Write each line again exactly as it is, from the opening line of the records below through the one containing "Trace every road, lane", and add nothing.

** Opening Record excerpts block **

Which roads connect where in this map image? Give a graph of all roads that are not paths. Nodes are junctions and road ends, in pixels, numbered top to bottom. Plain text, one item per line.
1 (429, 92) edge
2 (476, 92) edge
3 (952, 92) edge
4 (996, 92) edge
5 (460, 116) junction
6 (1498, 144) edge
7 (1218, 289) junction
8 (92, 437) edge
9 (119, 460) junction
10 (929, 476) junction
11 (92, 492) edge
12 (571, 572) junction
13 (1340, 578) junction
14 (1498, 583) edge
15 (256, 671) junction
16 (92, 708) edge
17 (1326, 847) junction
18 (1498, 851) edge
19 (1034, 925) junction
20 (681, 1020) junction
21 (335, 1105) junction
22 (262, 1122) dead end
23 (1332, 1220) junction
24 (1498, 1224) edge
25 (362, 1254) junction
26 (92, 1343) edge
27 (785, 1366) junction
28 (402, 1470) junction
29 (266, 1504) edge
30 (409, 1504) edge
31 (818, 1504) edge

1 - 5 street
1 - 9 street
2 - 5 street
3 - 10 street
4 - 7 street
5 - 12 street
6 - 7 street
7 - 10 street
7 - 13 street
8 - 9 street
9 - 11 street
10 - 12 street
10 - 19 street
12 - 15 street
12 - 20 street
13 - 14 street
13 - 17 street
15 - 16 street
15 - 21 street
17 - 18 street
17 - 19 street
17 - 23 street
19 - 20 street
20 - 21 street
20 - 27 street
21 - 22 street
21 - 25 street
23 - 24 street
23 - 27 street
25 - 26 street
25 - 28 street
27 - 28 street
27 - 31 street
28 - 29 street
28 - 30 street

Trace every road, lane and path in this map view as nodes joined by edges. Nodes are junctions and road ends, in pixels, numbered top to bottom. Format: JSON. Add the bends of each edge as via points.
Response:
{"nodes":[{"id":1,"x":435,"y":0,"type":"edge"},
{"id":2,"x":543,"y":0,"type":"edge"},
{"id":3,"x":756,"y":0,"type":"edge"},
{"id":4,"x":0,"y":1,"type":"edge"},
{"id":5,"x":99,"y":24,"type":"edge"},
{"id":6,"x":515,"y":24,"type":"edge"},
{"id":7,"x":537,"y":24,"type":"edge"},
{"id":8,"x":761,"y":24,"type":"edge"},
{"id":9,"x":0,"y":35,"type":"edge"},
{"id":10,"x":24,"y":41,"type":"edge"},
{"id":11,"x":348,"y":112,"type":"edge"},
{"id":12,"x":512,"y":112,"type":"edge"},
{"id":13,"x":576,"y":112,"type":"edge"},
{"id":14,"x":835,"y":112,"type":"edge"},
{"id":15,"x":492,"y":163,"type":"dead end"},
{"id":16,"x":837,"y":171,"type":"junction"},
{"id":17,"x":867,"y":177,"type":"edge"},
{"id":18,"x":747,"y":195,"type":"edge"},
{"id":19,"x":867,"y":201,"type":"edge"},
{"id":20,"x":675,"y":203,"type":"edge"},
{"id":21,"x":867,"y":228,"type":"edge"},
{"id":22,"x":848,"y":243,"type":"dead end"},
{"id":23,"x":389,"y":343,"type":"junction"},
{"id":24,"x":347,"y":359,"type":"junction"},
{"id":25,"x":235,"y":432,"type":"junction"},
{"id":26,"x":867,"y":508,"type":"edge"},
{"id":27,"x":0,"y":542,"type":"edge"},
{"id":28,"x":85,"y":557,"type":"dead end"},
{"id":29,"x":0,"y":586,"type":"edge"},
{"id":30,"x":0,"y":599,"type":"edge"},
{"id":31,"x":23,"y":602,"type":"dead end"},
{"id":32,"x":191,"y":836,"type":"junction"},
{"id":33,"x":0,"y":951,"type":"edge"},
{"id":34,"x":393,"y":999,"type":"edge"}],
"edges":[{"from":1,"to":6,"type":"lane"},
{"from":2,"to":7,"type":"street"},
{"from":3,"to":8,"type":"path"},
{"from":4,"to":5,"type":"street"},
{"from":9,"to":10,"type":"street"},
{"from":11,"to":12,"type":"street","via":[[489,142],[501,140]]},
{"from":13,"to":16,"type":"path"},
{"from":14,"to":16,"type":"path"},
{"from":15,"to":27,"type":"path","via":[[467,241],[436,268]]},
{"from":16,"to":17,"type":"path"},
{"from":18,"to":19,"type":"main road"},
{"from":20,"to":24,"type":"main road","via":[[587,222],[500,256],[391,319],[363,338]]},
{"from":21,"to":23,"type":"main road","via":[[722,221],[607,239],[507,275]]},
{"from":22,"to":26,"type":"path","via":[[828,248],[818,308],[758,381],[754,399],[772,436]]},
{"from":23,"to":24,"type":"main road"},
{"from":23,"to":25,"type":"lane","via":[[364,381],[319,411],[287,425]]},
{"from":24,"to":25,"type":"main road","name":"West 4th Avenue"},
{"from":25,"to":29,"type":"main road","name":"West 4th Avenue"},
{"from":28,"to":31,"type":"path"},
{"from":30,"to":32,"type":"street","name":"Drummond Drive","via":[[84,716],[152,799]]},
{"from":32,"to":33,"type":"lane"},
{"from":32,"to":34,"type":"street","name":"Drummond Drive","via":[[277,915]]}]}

** Closing Record excerpts block **

_Written answer_:
Which roads connect where in this map image? Give a graph of all roads that are not paths. Nodes are junctions and road ends, in pixels, numbered top to bottom. Plain text, one item per line.
1 (429, 92) edge
2 (476, 92) edge
3 (952, 92) edge
4 (996, 92) edge
5 (460, 116) junction
6 (1498, 144) edge
7 (1218, 289) junction
8 (92, 437) edge
9 (119, 460) junction
10 (929, 476) junction
11 (92, 492) edge
12 (571, 572) junction
13 (1340, 578) junction
14 (1498, 583) edge
15 (256, 671) junction
16 (92, 708) edge
17 (1326, 847) junction
18 (1498, 851) edge
19 (1034, 925) junction
20 (681, 1020) junction
21 (335, 1105) junction
22 (262, 1122) dead end
23 (1332, 1220) junction
24 (1498, 1224) edge
25 (362, 1254) junction
26 (92, 1343) edge
27 (785, 1366) junction
28 (402, 1470) junction
29 (266, 1504) edge
30 (409, 1504) edge
31 (818, 1504) edge

1 - 5 street
1 - 9 street
2 - 5 street
3 - 10 street
4 - 7 street
5 - 12 street
6 - 7 street
7 - 10 street
7 - 13 street
8 - 9 street
9 - 11 street
10 - 12 street
10 - 19 street
12 - 15 street
12 - 20 street
13 - 14 street
13 - 17 street
15 - 16 street
15 - 21 street
17 - 18 street
17 - 19 street
17 - 23 street
19 - 20 street
20 - 21 street
20 - 27 street
21 - 22 street
21 - 25 street
23 - 24 street
23 - 27 street
25 - 26 street
25 - 28 street
27 - 28 street
27 - 31 street
28 - 29 street
28 - 30 street

Trace every road, lane and path in this map view as nodes joined by edges. Nodes are junctions and road ends, in pixels, numbered top to bottom. Format: JSON. Add the bends of each edge as via points.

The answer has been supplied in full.